■ **Task requirements**
Nothing but a number should be written: the count of lines below that contain "main".

---- Records for the task

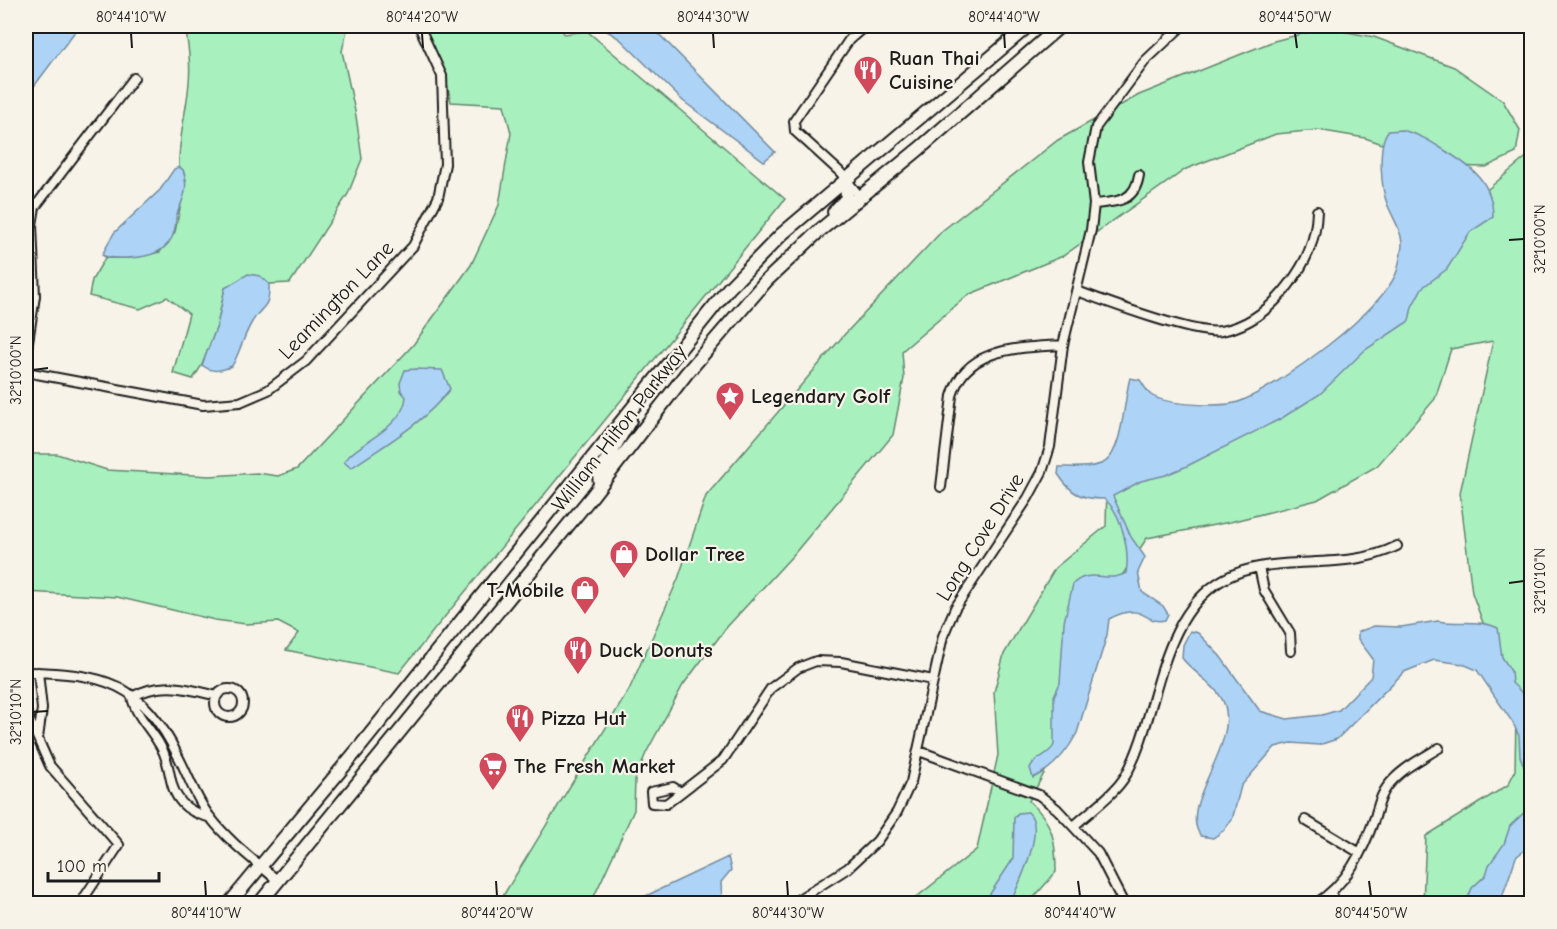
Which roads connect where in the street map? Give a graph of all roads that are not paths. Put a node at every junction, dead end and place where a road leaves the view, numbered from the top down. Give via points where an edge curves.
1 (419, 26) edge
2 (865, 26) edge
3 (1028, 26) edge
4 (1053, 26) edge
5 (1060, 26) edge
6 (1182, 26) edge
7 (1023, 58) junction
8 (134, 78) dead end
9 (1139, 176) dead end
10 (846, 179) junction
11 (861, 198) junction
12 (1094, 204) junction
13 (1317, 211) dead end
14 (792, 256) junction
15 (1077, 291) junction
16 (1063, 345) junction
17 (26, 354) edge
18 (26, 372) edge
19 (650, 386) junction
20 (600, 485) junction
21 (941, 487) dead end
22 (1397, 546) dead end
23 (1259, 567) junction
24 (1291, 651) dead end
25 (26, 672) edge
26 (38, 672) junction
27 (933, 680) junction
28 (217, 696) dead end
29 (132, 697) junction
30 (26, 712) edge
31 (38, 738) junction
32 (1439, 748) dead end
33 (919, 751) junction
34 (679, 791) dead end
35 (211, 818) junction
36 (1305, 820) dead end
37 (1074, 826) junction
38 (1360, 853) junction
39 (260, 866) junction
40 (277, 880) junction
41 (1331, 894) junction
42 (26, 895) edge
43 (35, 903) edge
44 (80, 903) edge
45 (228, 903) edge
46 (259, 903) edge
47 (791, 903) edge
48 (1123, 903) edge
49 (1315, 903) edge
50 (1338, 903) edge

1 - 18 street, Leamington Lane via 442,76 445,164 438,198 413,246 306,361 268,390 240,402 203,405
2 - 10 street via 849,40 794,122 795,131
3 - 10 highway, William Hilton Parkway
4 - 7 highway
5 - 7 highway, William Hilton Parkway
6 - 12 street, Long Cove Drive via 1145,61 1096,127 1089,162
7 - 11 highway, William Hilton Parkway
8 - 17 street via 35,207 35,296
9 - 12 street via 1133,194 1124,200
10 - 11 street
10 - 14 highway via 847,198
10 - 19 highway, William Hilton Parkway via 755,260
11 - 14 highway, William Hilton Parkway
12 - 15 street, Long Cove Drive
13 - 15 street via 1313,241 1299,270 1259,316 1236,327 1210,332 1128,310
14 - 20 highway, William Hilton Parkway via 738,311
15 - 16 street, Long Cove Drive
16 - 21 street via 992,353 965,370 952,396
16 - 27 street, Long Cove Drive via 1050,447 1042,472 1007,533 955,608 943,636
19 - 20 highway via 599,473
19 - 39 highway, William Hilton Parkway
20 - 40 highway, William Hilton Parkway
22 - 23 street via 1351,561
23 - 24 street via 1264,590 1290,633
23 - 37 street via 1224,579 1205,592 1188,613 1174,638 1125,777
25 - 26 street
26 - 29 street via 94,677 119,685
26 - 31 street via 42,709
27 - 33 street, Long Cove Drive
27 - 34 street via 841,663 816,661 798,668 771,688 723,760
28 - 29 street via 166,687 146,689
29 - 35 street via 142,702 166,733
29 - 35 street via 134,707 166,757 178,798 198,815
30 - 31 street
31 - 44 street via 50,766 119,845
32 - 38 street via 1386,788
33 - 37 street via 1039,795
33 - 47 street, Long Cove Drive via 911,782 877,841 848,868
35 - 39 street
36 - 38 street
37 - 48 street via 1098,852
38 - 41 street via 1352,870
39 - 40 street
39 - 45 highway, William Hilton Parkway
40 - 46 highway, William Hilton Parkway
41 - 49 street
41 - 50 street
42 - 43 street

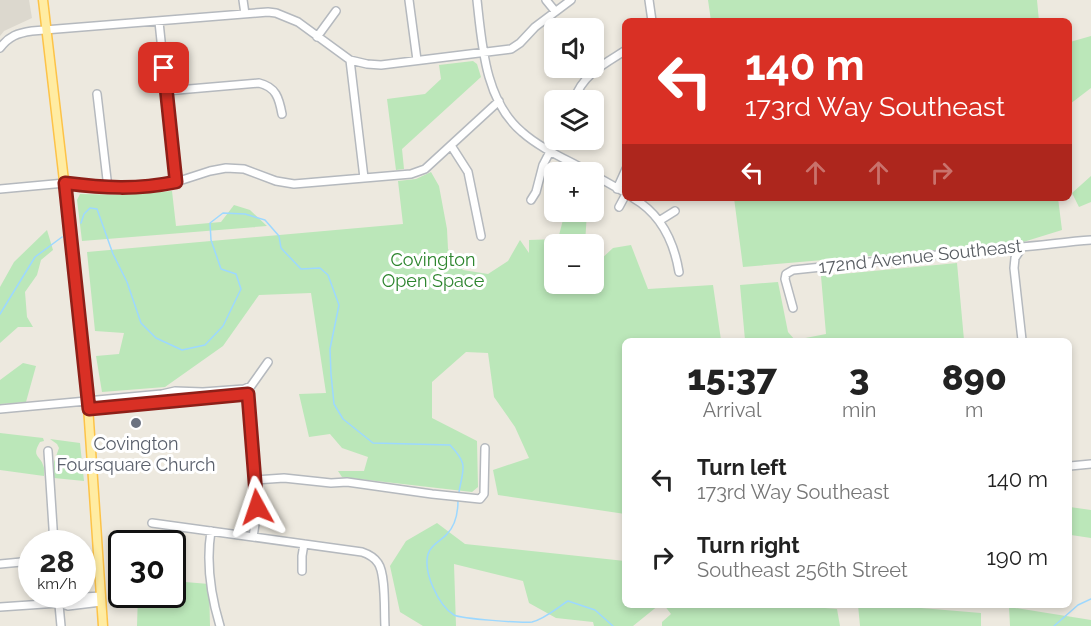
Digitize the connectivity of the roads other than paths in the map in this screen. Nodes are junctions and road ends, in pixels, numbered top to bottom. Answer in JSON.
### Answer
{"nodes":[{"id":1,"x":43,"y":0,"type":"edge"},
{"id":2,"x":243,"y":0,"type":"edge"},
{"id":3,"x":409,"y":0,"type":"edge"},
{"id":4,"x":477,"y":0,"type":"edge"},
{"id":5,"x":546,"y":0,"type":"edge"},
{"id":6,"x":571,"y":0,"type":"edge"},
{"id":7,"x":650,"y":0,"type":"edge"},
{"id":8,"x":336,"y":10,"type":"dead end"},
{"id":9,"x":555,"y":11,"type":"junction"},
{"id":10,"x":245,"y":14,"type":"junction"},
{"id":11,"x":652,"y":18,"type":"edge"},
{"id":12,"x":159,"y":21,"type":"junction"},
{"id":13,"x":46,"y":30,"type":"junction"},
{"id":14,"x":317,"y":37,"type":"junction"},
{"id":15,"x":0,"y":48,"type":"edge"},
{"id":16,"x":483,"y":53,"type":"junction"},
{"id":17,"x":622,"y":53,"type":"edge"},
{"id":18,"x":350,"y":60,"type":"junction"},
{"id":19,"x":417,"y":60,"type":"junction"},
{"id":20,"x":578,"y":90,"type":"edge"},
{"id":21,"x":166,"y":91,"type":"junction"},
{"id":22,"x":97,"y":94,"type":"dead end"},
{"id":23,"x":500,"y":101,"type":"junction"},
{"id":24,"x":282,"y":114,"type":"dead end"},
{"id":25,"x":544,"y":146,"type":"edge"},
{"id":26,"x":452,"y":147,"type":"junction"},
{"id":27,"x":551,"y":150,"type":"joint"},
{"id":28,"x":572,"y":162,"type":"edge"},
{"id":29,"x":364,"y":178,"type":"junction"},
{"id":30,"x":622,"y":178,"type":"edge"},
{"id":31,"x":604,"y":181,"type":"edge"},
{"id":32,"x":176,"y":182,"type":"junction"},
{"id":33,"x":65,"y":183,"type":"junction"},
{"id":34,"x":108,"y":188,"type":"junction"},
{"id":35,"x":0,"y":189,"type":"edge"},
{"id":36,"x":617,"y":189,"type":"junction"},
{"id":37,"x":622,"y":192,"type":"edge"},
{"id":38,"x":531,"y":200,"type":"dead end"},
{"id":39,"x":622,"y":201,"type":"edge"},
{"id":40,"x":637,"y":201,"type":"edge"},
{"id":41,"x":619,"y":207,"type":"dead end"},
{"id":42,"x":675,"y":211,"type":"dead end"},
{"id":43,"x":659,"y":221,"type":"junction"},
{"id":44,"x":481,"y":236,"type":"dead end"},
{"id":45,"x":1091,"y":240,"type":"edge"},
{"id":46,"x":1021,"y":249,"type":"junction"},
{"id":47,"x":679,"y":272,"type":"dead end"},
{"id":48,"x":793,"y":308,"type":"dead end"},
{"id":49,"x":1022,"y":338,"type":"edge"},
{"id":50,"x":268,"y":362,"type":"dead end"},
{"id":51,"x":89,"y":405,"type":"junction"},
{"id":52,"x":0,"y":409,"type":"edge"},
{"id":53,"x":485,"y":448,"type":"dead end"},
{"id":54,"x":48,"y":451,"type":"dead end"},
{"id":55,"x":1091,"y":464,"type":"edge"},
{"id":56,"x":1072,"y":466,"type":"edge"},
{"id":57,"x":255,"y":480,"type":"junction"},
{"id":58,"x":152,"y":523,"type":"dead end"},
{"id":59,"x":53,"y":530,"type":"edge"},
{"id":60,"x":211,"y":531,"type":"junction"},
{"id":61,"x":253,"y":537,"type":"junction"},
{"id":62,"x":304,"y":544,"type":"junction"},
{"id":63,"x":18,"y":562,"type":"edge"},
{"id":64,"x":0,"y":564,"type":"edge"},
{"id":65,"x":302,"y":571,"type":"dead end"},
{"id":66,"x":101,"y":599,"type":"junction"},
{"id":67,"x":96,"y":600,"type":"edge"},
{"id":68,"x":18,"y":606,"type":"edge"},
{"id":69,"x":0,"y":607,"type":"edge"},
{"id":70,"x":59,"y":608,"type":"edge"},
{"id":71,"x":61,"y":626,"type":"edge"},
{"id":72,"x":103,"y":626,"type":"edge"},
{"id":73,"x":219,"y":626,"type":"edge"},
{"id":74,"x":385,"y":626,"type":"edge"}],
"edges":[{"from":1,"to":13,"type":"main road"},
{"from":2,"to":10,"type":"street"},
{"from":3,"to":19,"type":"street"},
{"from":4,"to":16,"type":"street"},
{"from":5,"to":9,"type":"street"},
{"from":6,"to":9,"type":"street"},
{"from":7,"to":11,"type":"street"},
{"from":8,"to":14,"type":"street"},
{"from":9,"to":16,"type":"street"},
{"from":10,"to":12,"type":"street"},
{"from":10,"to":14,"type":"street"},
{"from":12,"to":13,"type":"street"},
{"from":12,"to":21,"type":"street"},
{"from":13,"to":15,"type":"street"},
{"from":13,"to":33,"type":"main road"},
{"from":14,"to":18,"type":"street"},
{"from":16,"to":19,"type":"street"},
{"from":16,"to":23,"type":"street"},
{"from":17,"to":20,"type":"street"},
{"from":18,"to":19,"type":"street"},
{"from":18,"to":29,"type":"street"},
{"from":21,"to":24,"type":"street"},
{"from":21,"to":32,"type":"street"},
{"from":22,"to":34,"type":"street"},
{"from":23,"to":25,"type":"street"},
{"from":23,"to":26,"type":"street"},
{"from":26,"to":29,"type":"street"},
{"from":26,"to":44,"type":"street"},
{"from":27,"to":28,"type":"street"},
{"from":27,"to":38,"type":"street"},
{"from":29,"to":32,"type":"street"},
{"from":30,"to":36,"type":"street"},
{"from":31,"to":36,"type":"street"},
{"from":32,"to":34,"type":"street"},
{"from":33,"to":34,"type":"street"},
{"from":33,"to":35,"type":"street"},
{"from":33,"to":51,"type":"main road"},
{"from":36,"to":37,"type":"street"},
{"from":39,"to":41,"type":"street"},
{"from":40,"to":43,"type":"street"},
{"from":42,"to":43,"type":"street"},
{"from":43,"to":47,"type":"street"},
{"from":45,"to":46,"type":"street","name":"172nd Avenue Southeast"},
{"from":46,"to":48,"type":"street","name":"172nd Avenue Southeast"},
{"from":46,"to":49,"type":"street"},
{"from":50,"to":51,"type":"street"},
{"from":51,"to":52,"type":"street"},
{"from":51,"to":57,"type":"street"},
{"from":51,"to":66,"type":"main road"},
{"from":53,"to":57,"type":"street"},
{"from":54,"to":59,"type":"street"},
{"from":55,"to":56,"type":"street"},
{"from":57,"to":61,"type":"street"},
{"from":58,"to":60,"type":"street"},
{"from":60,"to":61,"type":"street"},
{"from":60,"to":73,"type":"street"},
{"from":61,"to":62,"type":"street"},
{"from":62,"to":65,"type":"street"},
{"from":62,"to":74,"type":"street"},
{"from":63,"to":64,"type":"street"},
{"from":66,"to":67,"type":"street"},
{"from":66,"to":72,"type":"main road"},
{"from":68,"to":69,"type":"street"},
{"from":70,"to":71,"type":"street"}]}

--------

■ **Your solution**
5